======== RECORDS PROVIDED ========

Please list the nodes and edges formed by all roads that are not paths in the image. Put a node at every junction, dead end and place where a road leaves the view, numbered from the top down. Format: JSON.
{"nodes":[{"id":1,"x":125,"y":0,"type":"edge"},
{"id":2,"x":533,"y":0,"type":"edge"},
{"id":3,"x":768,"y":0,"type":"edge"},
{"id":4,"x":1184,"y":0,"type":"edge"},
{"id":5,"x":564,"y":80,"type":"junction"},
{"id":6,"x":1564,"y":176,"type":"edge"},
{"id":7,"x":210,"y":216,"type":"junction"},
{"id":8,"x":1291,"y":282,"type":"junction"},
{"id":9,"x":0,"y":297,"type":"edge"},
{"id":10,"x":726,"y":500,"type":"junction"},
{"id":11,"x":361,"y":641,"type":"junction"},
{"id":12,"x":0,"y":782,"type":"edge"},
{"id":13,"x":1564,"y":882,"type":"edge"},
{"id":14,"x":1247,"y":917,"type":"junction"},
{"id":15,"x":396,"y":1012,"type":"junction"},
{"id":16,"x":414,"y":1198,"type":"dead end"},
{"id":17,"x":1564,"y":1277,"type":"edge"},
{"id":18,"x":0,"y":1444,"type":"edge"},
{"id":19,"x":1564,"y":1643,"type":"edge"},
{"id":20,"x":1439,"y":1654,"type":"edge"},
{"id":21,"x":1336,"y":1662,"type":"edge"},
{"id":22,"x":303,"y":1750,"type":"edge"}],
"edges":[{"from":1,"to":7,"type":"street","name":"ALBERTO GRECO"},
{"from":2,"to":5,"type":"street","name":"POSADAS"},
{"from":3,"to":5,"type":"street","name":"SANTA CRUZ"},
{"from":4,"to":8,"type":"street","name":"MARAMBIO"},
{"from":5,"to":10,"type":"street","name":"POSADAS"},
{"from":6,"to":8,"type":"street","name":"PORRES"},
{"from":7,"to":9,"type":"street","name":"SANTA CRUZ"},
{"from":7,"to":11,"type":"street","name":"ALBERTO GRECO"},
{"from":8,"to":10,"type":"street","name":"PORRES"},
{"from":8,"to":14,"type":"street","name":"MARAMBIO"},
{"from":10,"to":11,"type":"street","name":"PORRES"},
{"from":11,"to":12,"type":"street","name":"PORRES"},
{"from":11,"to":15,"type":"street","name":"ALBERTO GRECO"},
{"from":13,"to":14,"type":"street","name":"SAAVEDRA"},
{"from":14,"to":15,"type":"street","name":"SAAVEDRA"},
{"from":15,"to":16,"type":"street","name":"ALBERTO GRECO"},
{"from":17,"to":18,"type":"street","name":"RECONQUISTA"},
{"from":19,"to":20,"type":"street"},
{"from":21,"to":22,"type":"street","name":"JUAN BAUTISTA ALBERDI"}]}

========

--- PROBLEM STATEMENT ---
Each line that holds the string "dead" is to be copied from the entries above.

--- OUTPUT ---
Please list the nodes and edges formed by all roads that are not paths in the image. Put a node at every junction, dead end and place where a road leaves the view, numbered from the top down. Format: JSON.
{"id":16,"x":414,"y":1198,"type":"dead end"},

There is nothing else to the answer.